Vu la procédure suivante :
Procédures contentieuses antérieures :
M. D... B... C... a demandé au tribunal administratif de Besançon d'annuler l'arrêté du 19 juillet 2024 par lequel le préfet du Jura a refusé de lui délivrer un titre de séjour, lui a fait obligation de quitter le territoire français dans un délai de trente jours, a fixé le pays à destination duquel il est susceptible d'être éloigné et a prononcé à son encontre une interdiction de retour sur le territoire français d'une durée d'un an.
Par un jugement n° 2401519 du 14 novembre 2024, le tribunal administratif de Besançon a rejeté sa demande.
Par une ordonnance n° 24NC03072 du 9 janvier 2025, la juge des référés de la cour administrative d'appel de Nancy a suspendu l'exécution de cette décision du 19 juillet 2024 du préfet du Jura portant refus de lui délivrer un titre de séjour et a enjoint au préfet du Jura de délivrer à M. B... C... une autorisation provisoire de séjour l'autorisant à travailler valable jusqu'à la notification de l'arrêt à intervenir dans le cadre de la présente instance.

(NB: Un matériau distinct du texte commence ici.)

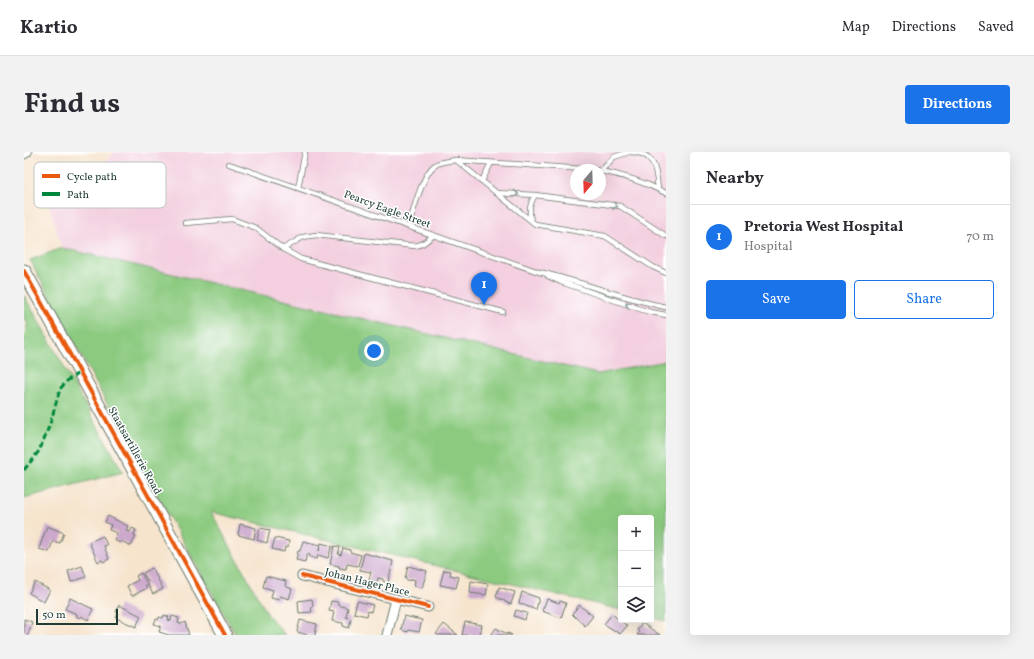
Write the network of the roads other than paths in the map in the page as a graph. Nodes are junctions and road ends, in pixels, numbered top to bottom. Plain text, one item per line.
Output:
1 (27, 152) edge
2 (305, 152) edge
3 (629, 152) edge
4 (24, 154) edge
5 (456, 160) junction
6 (491, 163) junction
7 (229, 164) dead end
8 (606, 164) edge
9 (570, 168) edge
10 (606, 171) edge
11 (482, 181) junction
12 (298, 188) junction
13 (658, 189) junction
14 (496, 193) junction
15 (666, 193) edge
16 (535, 195) junction
17 (531, 221) junction
18 (185, 223) dead end
19 (409, 226) junction
20 (433, 236) junction
21 (666, 236) edge
22 (283, 249) junction
23 (25, 271) edge
24 (539, 272) junction
25 (666, 273) edge
26 (666, 307) edge
27 (503, 312) dead end
28 (666, 315) edge
29 (302, 576) dead end
30 (396, 599) junction
31 (428, 607) dead end
32 (225, 635) edge
33 (387, 635) edge

1 - 4 street
2 - 12 lane
3 - 8 lane
3 - 13 lane
5 - 6 lane
5 - 11 lane
5 - 19 lane
6 - 9 lane
6 - 11 lane
7 - 12 lane, Pearcy Eagle Street
10 - 13 lane
11 - 14 lane
12 - 19 lane, Pearcy Eagle Street
13 - 15 lane
14 -> 16 lane
14 - 17 lane
16 - 17 lane
16 -> 21 lane
17 - 25 lane
18 - 22 lane
19 - 20 lane, Pearcy Eagle Street
20 - 22 lane
20 - 24 lane, Pearcy Eagle Street
22 - 27 lane
23 - 32 street, Staatsartillerie Road
24 - 26 lane, Pearcy Eagle Street
28 -> 24 lane, Pearcy Eagle Street
29 - 30 street, Johan Hager Place
30 - 31 street, Johan Hager Place
30 - 33 street, Johan Hager Place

Procédure devant la cour :
Par une requête enregistrée le 25 novembre 2024, M. B... C..., représenté par Me Dravigny, demande à la cour :
1°) d'annuler le jugement du 14 novembre 2024 du tribunal administratif de Besançon ;
2°) d'annuler l'arrêté du 19 juillet 2024 par lequel le préfet du Jura a refusé de lui délivrer un titre de séjour, lui a fait obligation de quitter le territoire français dans un délai de trente jours, a fixé le pays à destination duquel il pourrait être éloigné d'office à l'expiration de ce délai de départ volontaire et a prononcé à son encontre une interdiction de retour sur le territoire français d'une durée d'un an ;
3°) d'enjoindre au préfet du Jura de lui délivrer un titre de séjour portant la mention " travailleur temporaire " ou " salarié " dans un délai d'un mois à compter de la notification de la décision à intervenir ou, à défaut, de réexaminer sa situation dans ce même délai et de lui délivrer, dans l'attente, une autorisation provisoire de séjour l'autorisant à travailler ;
4°) d'enjoindre au préfet du Jura de faire procéder à l'effacement de son signalement à fin de non-admission dans le système d'information Schengen ;
5°) de mettre à la charge de l'Etat une somme de 1 200 euros hors taxes à verser à son conseil au titre des dispositions combinées du deuxième alinéa de l'article 37 de la loi du 10 juillet 1991 et de l'article L. 761-1 du code de justice administrative.
Il soutient que :
Sur la décision portant refus de titre de séjour :
- c'est à tort que le tribunal a écarté le moyen tiré de l'inexacte application des dispositions de l'article R. 431-10 du code de l'entrée et du séjour des étrangers et du droit d'asile et de l'erreur manifeste d'appréciation commise par le préfet quant à la validité des documents d'état civil produits :
. il justifie de son état civil ;
. les observations contenues dans le rapport de la police aux frontières (PAF) du 13 janvier 2023 ne permettent pas de renverser la présomption d'authenticité qui s'attache aux documents d'état civil produits ;
. le second rapport du 27 mai 2024 de la PAF ne conclut pas au caractère frauduleux des documents d'état civil ; le procureur de la République a par ailleurs classé sans suite la procédure pénale de faux documents d'identité ;
- la décision portant refus de séjour méconnaît les dispositions de l'article L. 435-3 du code de l'entrée et du séjour des étrangers et du droit d'asile ; il remplit les conditions pour se voir accorder un titre de séjour sur ce fondement ;
Sur la décision portant interdiction de retour sur le territoire français :
- elle est entachée d'une erreur d'appréciation dans l'application de l'article L. 612-10 du code de l'entrée et du séjour des étrangers et du droit d'asile.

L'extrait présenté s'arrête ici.